§ ASSIGNED TASK: Repeat the material below. Keep every line exactly as written.

§ EXERCISE INPUTS:
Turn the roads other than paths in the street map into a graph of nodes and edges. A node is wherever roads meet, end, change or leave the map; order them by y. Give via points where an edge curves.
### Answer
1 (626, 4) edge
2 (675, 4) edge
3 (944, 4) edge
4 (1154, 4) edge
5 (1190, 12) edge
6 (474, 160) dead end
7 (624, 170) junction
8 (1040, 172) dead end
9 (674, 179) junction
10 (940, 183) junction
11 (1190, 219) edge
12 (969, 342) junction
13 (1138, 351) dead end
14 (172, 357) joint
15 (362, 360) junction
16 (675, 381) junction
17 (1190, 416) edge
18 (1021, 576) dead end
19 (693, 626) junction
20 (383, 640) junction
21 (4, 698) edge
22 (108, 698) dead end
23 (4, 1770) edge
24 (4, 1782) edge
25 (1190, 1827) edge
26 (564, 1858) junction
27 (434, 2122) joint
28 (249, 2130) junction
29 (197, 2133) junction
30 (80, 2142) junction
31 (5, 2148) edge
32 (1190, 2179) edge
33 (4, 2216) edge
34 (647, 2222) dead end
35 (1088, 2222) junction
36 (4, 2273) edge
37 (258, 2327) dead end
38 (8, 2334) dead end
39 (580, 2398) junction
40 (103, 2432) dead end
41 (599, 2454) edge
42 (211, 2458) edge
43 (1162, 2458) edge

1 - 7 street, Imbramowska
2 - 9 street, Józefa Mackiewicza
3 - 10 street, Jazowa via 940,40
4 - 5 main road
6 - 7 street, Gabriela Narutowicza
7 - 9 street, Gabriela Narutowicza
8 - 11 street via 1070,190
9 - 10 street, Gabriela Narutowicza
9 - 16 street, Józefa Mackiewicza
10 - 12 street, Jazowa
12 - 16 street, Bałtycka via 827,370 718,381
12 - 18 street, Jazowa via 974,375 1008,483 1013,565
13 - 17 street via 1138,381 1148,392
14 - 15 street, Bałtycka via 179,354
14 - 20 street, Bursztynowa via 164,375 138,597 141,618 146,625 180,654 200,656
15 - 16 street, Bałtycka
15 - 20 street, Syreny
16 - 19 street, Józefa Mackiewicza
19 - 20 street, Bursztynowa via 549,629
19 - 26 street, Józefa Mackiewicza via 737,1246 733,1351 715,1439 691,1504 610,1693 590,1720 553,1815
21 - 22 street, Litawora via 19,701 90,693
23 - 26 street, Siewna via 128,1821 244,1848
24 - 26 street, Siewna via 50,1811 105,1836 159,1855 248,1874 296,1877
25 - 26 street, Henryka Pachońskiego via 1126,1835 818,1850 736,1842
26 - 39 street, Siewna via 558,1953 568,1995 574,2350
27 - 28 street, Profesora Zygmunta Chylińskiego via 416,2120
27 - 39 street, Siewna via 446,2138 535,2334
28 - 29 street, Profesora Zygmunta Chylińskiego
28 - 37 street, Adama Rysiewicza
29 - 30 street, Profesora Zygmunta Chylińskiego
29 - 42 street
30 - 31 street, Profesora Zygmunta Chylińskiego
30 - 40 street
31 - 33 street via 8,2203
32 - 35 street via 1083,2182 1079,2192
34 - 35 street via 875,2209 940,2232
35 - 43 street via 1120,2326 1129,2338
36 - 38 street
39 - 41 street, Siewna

§ RESULT OF THE EXERCISE:
Turn the roads other than paths in the street map into a graph of nodes and edges. A node is wherever roads meet, end, change or leave the map; order them by y. Give via points where an edge curves.
### Answer
1 (626, 4) edge
2 (675, 4) edge
3 (944, 4) edge
4 (1154, 4) edge
5 (1190, 12) edge
6 (474, 160) dead end
7 (624, 170) junction
8 (1040, 172) dead end
9 (674, 179) junction
10 (940, 183) junction
11 (1190, 219) edge
12 (969, 342) junction
13 (1138, 351) dead end
14 (172, 357) joint
15 (362, 360) junction
16 (675, 381) junction
17 (1190, 416) edge
18 (1021, 576) dead end
19 (693, 626) junction
20 (383, 640) junction
21 (4, 698) edge
22 (108, 698) dead end
23 (4, 1770) edge
24 (4, 1782) edge
25 (1190, 1827) edge
26 (564, 1858) junction
27 (434, 2122) joint
28 (249, 2130) junction
29 (197, 2133) junction
30 (80, 2142) junction
31 (5, 2148) edge
32 (1190, 2179) edge
33 (4, 2216) edge
34 (647, 2222) dead end
35 (1088, 2222) junction
36 (4, 2273) edge
37 (258, 2327) dead end
38 (8, 2334) dead end
39 (580, 2398) junction
40 (103, 2432) dead end
41 (599, 2454) edge
42 (211, 2458) edge
43 (1162, 2458) edge

1 - 7 street, Imbramowska
2 - 9 street, Józefa Mackiewicza
3 - 10 street, Jazowa via 940,40
4 - 5 main road
6 - 7 street, Gabriela Narutowicza
7 - 9 street, Gabriela Narutowicza
8 - 11 street via 1070,190
9 - 10 street, Gabriela Narutowicza
9 - 16 street, Józefa Mackiewicza
10 - 12 street, Jazowa
12 - 16 street, Bałtycka via 827,370 718,381
12 - 18 street, Jazowa via 974,375 1008,483 1013,565
13 - 17 street via 1138,381 1148,392
14 - 15 street, Bałtycka via 179,354
14 - 20 street, Bursztynowa via 164,375 138,597 141,618 146,625 180,654 200,656
15 - 16 street, Bałtycka
15 - 20 street, Syreny
16 - 19 street, Józefa Mackiewicza
19 - 20 street, Bursztynowa via 549,629
19 - 26 street, Józefa Mackiewicza via 737,1246 733,1351 715,1439 691,1504 610,1693 590,1720 553,1815
21 - 22 street, Litawora via 19,701 90,693
23 - 26 street, Siewna via 128,1821 244,1848
24 - 26 street, Siewna via 50,1811 105,1836 159,1855 248,1874 296,1877
25 - 26 street, Henryka Pachońskiego via 1126,1835 818,1850 736,1842
26 - 39 street, Siewna via 558,1953 568,1995 574,2350
27 - 28 street, Profesora Zygmunta Chylińskiego via 416,2120
27 - 39 street, Siewna via 446,2138 535,2334
28 - 29 street, Profesora Zygmunta Chylińskiego
28 - 37 street, Adama Rysiewicza
29 - 30 street, Profesora Zygmunta Chylińskiego
29 - 42 street
30 - 31 street, Profesora Zygmunta Chylińskiego
30 - 40 street
31 - 33 street via 8,2203
32 - 35 street via 1083,2182 1079,2192
34 - 35 street via 875,2209 940,2232
35 - 43 street via 1120,2326 1129,2338
36 - 38 street
39 - 41 street, Siewna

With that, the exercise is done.